[Collected data entries]:
------------------------------------------------------------

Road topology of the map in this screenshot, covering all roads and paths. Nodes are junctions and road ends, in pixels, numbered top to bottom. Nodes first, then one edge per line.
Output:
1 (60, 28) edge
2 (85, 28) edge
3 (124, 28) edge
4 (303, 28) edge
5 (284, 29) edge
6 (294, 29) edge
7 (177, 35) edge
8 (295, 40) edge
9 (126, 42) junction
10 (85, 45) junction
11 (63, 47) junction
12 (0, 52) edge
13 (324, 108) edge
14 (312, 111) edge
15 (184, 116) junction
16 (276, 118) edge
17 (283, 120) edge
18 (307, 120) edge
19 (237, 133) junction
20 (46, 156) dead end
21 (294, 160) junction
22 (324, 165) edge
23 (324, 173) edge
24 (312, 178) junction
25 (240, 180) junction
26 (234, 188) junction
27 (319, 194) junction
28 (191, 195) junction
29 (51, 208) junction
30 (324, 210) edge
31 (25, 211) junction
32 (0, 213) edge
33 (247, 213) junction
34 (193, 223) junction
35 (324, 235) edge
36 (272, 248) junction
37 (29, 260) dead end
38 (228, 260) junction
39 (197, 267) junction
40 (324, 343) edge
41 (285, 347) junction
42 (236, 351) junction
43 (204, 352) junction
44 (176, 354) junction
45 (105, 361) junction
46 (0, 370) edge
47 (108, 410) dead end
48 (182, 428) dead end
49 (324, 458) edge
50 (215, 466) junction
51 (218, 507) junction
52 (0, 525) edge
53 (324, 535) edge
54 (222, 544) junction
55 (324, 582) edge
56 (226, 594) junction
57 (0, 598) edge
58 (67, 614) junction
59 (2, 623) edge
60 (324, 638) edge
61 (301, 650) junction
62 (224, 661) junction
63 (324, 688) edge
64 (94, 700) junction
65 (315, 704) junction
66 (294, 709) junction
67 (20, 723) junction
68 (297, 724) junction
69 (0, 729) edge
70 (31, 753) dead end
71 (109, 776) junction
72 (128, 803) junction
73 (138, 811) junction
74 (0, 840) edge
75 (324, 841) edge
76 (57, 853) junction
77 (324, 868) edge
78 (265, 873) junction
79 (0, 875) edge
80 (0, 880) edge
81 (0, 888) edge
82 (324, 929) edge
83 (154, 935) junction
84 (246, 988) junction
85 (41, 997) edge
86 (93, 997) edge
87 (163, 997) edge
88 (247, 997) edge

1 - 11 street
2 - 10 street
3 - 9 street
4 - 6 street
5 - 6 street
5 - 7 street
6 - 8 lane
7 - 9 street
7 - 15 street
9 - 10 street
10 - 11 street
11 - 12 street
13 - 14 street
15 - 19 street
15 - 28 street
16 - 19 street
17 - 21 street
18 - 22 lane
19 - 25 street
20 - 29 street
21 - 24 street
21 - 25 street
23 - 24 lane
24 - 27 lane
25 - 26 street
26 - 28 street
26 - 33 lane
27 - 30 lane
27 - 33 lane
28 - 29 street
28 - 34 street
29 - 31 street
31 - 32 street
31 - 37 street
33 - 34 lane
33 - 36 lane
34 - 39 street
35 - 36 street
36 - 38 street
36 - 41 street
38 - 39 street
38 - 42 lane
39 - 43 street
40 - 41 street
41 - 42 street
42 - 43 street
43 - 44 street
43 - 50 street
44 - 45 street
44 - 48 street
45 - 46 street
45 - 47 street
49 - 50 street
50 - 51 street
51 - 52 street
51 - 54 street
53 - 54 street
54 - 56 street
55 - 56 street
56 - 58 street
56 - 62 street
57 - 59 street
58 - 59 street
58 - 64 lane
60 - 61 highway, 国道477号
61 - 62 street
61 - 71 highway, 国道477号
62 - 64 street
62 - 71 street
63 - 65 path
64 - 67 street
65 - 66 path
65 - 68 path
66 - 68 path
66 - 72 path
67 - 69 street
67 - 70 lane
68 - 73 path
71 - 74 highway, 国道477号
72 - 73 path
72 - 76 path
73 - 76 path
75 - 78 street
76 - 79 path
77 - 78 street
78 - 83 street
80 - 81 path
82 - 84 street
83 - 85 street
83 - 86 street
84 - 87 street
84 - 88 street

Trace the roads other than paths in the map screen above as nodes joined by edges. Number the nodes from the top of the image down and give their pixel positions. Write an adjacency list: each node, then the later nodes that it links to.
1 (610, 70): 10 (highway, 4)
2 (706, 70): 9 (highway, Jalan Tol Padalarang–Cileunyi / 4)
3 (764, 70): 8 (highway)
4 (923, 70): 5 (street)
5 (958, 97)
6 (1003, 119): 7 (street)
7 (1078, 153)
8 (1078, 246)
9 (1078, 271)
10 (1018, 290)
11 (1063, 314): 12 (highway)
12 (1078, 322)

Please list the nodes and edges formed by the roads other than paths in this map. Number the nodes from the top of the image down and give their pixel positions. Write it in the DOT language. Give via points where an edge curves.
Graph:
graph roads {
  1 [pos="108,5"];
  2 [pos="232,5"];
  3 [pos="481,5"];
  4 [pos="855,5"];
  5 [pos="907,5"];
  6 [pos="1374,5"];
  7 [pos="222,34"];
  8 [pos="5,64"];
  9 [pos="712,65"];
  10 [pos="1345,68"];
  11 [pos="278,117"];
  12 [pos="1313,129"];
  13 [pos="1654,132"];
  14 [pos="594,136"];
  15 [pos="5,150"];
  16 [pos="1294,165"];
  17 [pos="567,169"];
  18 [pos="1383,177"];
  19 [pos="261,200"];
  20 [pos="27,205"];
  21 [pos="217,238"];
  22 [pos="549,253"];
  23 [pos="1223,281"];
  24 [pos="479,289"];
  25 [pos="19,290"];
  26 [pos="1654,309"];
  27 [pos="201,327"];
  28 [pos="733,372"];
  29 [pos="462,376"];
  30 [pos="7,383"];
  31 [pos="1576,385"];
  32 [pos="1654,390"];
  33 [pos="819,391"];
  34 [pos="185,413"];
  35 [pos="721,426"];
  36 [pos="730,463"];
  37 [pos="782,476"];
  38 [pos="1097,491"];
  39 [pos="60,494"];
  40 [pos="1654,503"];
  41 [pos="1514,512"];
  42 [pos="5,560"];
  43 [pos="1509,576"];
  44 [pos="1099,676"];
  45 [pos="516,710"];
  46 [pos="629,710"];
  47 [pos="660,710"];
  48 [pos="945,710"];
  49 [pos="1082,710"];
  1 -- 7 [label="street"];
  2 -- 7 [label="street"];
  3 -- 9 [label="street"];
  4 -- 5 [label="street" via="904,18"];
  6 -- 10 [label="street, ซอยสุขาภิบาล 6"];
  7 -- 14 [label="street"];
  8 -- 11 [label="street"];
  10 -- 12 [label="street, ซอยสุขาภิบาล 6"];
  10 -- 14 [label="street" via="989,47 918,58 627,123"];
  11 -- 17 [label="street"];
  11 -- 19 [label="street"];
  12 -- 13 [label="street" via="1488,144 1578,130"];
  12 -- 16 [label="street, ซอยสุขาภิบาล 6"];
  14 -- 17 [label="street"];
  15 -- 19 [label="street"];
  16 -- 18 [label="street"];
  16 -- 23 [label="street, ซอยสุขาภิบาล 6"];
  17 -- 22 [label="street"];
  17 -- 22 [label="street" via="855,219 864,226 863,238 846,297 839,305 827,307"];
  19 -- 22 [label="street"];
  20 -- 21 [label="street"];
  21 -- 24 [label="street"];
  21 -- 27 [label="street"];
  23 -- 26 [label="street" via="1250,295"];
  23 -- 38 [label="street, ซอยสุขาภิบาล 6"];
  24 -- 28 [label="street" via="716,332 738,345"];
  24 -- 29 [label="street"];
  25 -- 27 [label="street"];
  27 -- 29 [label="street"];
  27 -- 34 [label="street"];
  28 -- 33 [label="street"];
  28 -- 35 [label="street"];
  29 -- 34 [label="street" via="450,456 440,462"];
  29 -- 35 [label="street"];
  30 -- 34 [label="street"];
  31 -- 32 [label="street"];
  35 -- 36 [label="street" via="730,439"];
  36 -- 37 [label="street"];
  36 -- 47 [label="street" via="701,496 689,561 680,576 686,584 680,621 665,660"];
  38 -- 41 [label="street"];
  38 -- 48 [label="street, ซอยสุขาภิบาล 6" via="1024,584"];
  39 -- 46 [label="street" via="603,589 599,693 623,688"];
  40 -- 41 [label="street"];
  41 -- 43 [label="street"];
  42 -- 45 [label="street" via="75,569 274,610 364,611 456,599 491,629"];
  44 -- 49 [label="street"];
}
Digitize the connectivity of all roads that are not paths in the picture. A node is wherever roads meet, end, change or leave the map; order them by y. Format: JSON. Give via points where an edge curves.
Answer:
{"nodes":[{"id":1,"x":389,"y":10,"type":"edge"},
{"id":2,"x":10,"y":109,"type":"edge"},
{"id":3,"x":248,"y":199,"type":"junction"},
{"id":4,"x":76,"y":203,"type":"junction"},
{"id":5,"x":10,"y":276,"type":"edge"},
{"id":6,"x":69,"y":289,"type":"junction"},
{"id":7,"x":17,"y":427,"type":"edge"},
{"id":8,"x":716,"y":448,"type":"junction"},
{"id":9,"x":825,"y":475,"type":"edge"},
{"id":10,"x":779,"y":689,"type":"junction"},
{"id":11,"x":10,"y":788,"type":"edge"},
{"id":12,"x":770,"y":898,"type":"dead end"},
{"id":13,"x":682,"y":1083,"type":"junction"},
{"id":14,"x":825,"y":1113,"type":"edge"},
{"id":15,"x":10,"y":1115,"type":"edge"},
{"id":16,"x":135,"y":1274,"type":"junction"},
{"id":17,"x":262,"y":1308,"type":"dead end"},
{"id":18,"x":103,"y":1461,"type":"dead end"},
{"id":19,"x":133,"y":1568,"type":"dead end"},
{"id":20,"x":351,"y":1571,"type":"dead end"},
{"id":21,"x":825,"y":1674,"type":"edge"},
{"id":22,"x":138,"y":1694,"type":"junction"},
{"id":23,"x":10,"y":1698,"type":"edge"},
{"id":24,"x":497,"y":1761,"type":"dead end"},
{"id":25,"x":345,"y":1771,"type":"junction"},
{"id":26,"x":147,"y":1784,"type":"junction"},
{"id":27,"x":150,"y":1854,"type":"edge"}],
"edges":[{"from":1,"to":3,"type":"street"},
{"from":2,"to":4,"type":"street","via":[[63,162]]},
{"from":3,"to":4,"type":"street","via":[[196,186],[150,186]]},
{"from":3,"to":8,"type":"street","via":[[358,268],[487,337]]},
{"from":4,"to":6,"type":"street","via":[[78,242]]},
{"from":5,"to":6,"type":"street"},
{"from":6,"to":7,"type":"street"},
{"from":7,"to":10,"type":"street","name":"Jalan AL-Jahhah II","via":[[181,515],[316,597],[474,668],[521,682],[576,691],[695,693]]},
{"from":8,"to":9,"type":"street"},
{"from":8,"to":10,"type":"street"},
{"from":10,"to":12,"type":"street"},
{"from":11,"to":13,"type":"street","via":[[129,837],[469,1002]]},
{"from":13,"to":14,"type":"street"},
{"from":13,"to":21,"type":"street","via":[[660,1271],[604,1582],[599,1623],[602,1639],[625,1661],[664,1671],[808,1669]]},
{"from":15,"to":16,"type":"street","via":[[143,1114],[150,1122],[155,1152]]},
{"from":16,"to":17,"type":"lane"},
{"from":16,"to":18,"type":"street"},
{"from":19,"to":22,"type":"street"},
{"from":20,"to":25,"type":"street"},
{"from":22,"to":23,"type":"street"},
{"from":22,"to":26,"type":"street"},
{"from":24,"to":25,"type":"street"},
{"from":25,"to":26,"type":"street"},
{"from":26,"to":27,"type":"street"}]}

------------------------------------------------------------

[What you are asked to do]: Gather each line in the data that holds the string "edges".

[Answer section]:
Trace the roads other than paths in the map screen above as nodes joined by edges. Number the nodes from the top of the image down and give their pixel positions. Write an adjacency list: each node, then the later nodes that it links to.
Please list the nodes and edges formed by the roads other than paths in this map. Number the nodes from the top of the image down and give their pixel positions. Write it in the DOT language. Give via points where an edge curves.
"edges":[{"from":1,"to":3,"type":"street"},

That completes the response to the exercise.